On Friday, May 14, Amazon Prime premiered The Underground Railroad, an orgy of gratuitous violence that is the latest entry among shows with a disturbing focus on "black trauma porn."
Relentlessly violent and viciously anti-Christian, it mixes historical truths with exaggerated fictionalized narratives, often trying to tie the constant brutality against black people to the “very foundations” of America.
The series is based on the novel of the same title by Colson Whitehead. The novel imagines a literal railroad underground to transport slaves, a magical element that would normally be a great starting point for any story. Unfortunately, The Underground Railroad also imagines other over-the-top elements that make it worthless as historical fiction.
For example, the series invents a fictionalized version of North Carolina that has exterminated all black people within its boundaries, both slave and free, and replaced them with Irish servants. The people in this horrifying state recite holy scripture and wear crosses as they justify and commit extreme violence.
While some white southern slaveholders did indeed use Scripture to try justify the evil institution, the role of Christianity and devout Christians in the abolition of slavery throughout the West is entirely erased. (The most famous real-life member of the Underground Railroad, Harriet Tubman, was guided by her Christianity.)
The series regularly shows evil devout Christians quoting the Bible as they engage in grotesque, close-up acts of savagery against black Americans, such as burning them alive. The one white character who manages to create a genuine space of safety and freedom for black people instead worships a Native American-style “Great Spirit.”
The series spends many episodes bouncing between brutality and boring sequences with long, drawn-out shots where little happens. Until the last few episodes, the black characters have minimal character development at all. The role of the main character, Cora (Thuso Mbedu), throughout many episodes seems to be nothing more than to scream and cry in pain as she is a victim of physical and sexual violence. After a while the series begins to feel like “torture porn.”
It takes brief non-violent turns when Cora is in South Carolina and Indiana. In South Carolina, Cora finds temporary peace in what she believes is a safe community run by whites. She soon discovers that the white people are really trying to sterilize the black population, supposedly for black peoples' own “betterment” (reminiscent of Margaret Sanger’s mission with Planned Parenthood) and secretly poisoning men in scientific experiments (likely inspired by the real-life Tuskegee experiments).

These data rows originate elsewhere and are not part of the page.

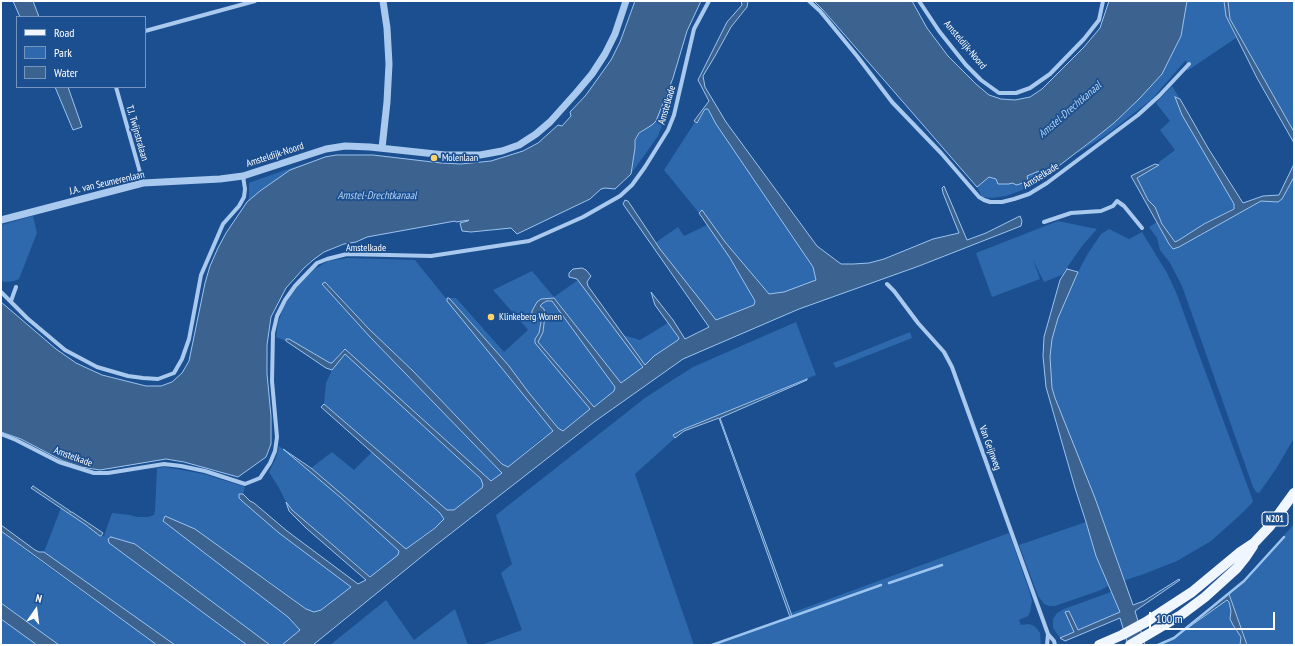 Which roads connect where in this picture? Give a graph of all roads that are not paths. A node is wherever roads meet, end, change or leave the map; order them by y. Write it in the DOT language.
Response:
graph roads {
  1 [pos="254,1"];
  2 [pos="383,1"];
  3 [pos="626,1"];
  4 [pos="708,1"];
  5 [pos="809,1"];
  6 [pos="919,1"];
  7 [pos="1104,1"];
  8 [pos="146,31"];
  9 [pos="1189,64"];
  10 [pos="116,88"];
  11 [pos="382,148"];
  12 [pos="243,176"];
  13 [pos="143,183"];
  14 [pos="1,220"];
  15 [pos="1044,222"];
  16 [pos="1142,228"];
  17 [pos="887,284"];
  18 [pos="16,287"];
  19 [pos="1,292"];
  20 [pos="11,302"];
  21 [pos="1,434"];
  22 [pos="1294,493"];
  23 [pos="1254,543"];
  24 [pos="1048,634"];
  25 [pos="1047,645"];
  26 [pos="1056,645"];
  27 [pos="1099,645"];
  28 [pos="1130,645"];
  1 -- 8 [label="street"];
  2 -- 11 [label="street"];
  3 -- 11 [label="street, Amsteldijk-Noord"];
  4 -- 21 [label="street, Amstelkade"];
  5 -- 9 [label="street, Amstelkade"];
  6 -- 7 [label="street, Amsteldijk-Noord"];
  10 -- 13 [label="street, T.J. Twijnstralaan"];
  11 -- 12 [label="street, Amsteldijk-Noord"];
  12 -- 13 [label="street, J.A. van Seumerenlaan"];
  12 -- 20 [label="street, Amsteldijk-Noord"];
  13 -- 14 [label="street, J.A. van Seumerenlaan"];
  15 -- 16 [label="street"];
  17 -- 24 [label="street, Van Geijnweg"];
  18 -- 20 [label="street"];
  19 -- 20 [label="street, Amsteldijk-Noord"];
  22 -- 23 [label="main road, N201"];
  23 -- 27 [label="main road, N201"];
  23 -- 28 [label="main road, N201"];
  24 -- 25 [label="street, Van Geijnweg"];
  24 -- 26 [label="street, Van Geijnweg"];
}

Cora eventually escapes South Carolina to a free black community in Indiana. As an escaped slave, Cora is surprised to see black people with guns. "Well, it's in the Constitution. We got it right up there in the library," one of the free black men tells her.
When a fugitive slave hunter meets with a town judge in an effort to seize her, the white judge explains that the black community there practices their right to bear arms. The slave hunter cannot just walk onto their property without a warrant.
The support of the Second Amendment for all and the criticism of the fake “compassion” of Planned Parenthood-like whites are the only two areas where the show deviates from modern left-wing ideological inferences.
The series does not merely attempt to highlight the United States’ past sins. It rejects the idea that America ever had any redeeming virtue as a nation and pushes a more “1619” notion of the U.S.'s foundational spirit.
At the farm in Indiana, freeman John Valentine (Peter De Jersey) makes this clear in a speech to his community: "This nation shouldn't exist if there's any justice in the world, for its very foundations are murder, theft and cruelty."
Just after the speech, white men surround his community and begin shooting at them. Unlike earlier episodes, the black free men and women are not reduced to powerless victims against the white man’s cruelty. They are able to grab their guns and attempt to fight back.
The Underground Railroad’s director, Barry Jenkins, does not believe America was ever great and opposes the idea of “Make America Great Again” as he seems to believe it means a return to slavery and Jim Crow:
“And if you’re talking about this idea of making America great again, you’re willfully not acknowledging what America was, and in some ways continues to be,” Jenkins concludes. “And now as someone who is in control of a certain kind of language, it was important for me to be like, ‘OK, this is the greatness you’re yearning for us to return to.”
He has also said he would not have filmed this series in Georgia if production had begun after Georgia passed election integrity laws like voter ID.
Critics have been praising the series, insisting it does not engage in the sort of over-the-top “trauma porn” of another Amazon Prime series, Them. The critics doth protest too much. Gruesome “trauma porn” is exactly what Underground Railroad engages in, with too many episodes replacing shock value for character development. There is no reason to waste your time on this latest Amazon Prime failure.